Saturday, April 13, 2019

Fun Work

    “Where is your Christmas spirit?”
    “I think maybe you have enough for both of us.”
    Gaby shook her head. “That didn’t fly last year either. I’m not saying you have to go nuts. But you could at least get a tree.”
    “A tree? That takes more work than most everything else.”
    “But it’s fun work,” Gaby insisted.
                  --The Christmas Project


Wrong holiday? Maybe. But it fits with my theme. I have a theme this month because I had a couple different thoughts, and I’m going to try to tie them all together with this idea of work that is fun. If it seems as though I’m veering into a tangent at some point, just keep thinking fun work and everything will fit.

I was recently reminded of a time when I was about eleven or twelve years old. I couldn’t decide what I wanted to give up for Lent. My mom suggested that I could always give up time by adding something extra. It’s possible I interrupted her reading the church bulletin because I remember she was very quick to point out Stations of the Cross happening on Thursday evenings.

At the time, I had no idea what that was. My mom said it would probably only take about a half hour. Committing to a half hour a week sounded a lot easier than trying to come up with a specific dessert that I might reasonably expect to encounter during Lent but not at any times when it might be difficult to refuse.

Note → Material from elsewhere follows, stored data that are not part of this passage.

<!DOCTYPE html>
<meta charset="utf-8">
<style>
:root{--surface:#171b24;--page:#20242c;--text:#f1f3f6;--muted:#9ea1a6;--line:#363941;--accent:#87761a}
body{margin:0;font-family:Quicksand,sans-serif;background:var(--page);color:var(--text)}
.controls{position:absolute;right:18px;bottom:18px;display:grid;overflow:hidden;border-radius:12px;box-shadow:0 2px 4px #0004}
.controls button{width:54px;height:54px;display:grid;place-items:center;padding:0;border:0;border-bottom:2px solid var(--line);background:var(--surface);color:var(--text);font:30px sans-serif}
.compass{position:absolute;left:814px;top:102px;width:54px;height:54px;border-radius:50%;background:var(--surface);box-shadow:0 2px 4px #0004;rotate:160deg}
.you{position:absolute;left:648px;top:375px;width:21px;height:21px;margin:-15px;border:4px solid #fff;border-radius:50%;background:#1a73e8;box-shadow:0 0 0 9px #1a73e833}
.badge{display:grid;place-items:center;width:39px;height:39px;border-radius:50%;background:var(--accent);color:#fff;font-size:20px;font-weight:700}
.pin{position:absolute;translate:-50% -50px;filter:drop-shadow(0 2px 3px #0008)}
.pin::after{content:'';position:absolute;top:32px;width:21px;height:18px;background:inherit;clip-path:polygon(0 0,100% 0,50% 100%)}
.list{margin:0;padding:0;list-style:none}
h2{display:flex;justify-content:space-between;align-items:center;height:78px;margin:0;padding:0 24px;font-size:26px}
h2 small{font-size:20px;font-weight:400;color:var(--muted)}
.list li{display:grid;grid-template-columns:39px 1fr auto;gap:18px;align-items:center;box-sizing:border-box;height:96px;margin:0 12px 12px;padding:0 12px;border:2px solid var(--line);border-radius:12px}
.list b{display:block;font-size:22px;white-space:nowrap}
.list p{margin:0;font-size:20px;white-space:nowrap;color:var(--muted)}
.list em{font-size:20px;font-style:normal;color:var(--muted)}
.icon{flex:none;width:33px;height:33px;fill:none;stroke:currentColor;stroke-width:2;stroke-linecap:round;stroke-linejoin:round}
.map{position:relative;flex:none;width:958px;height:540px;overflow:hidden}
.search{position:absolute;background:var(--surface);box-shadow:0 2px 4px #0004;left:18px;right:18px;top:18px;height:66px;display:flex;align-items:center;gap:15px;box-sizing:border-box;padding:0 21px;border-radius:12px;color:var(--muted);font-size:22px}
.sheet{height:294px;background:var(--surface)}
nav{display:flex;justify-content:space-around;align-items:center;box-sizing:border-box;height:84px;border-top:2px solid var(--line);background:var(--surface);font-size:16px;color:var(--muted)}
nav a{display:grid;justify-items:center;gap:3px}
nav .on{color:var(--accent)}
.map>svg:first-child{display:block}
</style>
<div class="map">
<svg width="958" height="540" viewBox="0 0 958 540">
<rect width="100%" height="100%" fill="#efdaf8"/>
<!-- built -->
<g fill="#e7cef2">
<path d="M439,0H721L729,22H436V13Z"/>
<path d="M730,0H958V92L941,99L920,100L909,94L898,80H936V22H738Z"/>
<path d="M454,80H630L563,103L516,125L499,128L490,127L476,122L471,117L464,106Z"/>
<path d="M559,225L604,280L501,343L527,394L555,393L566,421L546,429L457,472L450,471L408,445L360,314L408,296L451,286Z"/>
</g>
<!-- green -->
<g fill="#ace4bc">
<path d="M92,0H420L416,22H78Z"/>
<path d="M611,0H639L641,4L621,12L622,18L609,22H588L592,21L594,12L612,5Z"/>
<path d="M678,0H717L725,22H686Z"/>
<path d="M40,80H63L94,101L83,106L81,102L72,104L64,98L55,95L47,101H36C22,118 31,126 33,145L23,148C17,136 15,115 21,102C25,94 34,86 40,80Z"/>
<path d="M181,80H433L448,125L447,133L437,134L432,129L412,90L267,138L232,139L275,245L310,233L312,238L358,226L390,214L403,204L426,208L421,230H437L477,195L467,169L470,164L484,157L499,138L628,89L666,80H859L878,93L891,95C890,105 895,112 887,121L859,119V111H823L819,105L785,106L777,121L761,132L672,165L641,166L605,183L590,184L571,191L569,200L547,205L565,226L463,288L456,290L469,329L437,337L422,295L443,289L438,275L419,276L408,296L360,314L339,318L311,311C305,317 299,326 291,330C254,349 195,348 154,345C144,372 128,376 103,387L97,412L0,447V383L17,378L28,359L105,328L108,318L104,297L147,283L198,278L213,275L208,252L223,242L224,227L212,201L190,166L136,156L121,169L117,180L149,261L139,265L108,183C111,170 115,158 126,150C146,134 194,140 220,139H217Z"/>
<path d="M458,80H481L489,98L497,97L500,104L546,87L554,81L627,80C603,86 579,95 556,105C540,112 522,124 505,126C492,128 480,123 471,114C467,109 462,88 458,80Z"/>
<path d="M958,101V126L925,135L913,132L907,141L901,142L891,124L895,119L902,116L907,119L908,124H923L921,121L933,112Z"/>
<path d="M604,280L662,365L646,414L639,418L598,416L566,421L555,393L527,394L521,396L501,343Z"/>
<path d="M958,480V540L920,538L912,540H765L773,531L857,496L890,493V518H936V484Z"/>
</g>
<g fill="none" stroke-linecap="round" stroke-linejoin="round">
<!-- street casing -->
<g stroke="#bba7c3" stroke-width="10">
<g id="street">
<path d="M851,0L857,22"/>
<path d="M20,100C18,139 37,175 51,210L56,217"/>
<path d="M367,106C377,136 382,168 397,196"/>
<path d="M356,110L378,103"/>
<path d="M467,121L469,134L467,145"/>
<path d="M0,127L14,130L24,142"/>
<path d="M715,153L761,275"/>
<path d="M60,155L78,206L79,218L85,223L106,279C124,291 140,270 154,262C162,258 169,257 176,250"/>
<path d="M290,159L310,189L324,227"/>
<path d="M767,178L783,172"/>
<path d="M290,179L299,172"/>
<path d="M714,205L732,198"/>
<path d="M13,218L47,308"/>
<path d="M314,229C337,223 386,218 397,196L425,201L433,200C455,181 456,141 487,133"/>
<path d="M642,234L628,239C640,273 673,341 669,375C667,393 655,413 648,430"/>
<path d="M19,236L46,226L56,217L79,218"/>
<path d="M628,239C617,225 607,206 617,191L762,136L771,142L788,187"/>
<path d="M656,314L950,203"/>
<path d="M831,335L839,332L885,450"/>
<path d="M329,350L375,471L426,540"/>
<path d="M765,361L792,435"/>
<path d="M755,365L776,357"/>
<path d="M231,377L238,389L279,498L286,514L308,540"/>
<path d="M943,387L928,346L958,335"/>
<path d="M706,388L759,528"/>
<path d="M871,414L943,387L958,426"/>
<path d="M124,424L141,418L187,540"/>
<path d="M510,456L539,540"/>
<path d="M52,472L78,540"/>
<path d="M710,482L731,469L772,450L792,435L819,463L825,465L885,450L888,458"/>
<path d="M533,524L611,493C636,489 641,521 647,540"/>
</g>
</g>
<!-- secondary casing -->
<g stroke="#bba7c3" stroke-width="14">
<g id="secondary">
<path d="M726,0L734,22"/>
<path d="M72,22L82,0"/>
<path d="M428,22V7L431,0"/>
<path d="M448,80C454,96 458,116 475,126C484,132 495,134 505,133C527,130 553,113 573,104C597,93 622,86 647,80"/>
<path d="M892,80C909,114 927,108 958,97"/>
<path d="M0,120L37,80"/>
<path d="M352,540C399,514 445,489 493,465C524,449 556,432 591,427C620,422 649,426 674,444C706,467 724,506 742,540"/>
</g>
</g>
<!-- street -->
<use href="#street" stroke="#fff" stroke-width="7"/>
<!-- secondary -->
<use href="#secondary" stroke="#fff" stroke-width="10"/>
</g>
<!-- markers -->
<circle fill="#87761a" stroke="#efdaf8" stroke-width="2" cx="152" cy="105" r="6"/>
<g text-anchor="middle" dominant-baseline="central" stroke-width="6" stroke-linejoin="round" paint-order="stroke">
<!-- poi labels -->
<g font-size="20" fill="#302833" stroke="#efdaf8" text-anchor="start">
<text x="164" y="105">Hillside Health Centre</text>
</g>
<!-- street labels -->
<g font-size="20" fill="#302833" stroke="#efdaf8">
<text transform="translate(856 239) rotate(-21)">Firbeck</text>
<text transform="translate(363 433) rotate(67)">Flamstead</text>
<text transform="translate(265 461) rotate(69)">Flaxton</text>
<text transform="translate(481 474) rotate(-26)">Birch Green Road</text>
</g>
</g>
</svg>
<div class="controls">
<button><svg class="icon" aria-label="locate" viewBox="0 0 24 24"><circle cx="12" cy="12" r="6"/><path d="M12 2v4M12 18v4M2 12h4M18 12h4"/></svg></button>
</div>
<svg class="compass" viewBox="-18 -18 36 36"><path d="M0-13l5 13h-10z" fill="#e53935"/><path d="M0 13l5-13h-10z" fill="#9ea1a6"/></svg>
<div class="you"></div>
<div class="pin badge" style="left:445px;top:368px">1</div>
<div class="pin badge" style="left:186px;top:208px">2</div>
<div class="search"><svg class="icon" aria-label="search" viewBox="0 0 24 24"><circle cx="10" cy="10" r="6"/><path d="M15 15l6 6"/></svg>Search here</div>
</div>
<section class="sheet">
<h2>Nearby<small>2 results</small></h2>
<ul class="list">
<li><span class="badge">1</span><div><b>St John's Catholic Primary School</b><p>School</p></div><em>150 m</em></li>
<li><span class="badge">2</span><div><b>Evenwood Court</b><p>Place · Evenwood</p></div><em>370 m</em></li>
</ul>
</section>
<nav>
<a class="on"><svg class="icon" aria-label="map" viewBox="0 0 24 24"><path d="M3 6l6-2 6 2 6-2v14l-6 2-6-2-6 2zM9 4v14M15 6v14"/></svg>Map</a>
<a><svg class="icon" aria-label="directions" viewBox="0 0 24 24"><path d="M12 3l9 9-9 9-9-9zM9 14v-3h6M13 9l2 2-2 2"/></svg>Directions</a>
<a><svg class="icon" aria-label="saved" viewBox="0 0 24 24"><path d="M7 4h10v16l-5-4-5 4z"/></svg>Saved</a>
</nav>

We lived right down the street from the church (on a street named Church Street) so it was simple enough to walk there a few Thursdays. I loved it. It was the first time in my young life that I actually found myself looking forward to going to church. I think it was the story aspect that drew me in. Yes, it’s a sad, painful story. But I already knew it had a happy ending. I was born a sucker for happy endings. Then I had a different problem. Since I ended up enjoying the sacrifice, maybe it wasn’t a sacrifice at all. I was afraid it didn’t “count.” Clearly, I was missing the point.

Lenten sacrifices are not supposed to make us miserable. They are supposed to remove distractions to bring us closer to God. There can be joy in that. There should be joy in that. There is nothing wrong or shameful in realizing you don’t miss what you gave up, that what you gained was better. The prayer and fasting and almsgiving that are the hallmarks of Lent can be fun work. There’s my theme.

My job is fun work. I love writing. I love sitting around daydreaming about what might happen next. There are parts I don’t love. Sometimes I let in a little stress over a deadline or frustration over a scene that isn’t coming out as I envisioned. And sometimes I realize it’s already been a month since I posted anything to my blog and because I’ve been doing very little writing recently, I have to stretch really hard to connect what I have been doing to my regular work. 

Because we’re enjoying all this fun work of Lent, Easter is right around the corner. We figured out many years ago that a traditional egg hunt is a challenge with kids of different ages. If you hold the older ones back, they complain that the little ones will find all the eggs first. If you don’t hold them back, they snatch up all the eggs before the little ones can find them. I really didn’t like the way it turned into a competition. Breaking up fights over who saw an egg first does not fit under the umbrella of fun work. Plus, it might rain anyway.

Now I hand each kid a plastic egg with a clue inside about where to find the next egg, which will also have a clue and so on with a treat at the end. They’re all looking for different color eggs so no one has to get there first. The kids really enjoy it, and I enjoy putting all the individual hunts together. Creating word puzzles and bad poetry is fun work. It also has a happy ending when I get to watch the kids figure out the clues. However, I’m making twelve hunts for twelve kids this year, about eight or nine eggs each. That amount of work can be time-consuming no matter how fun it is.

This is why my books are sort of on hold. Everything Old releases this week though. Yea! That’s my happy ending. And now I have two themes. This wasn’t random at all.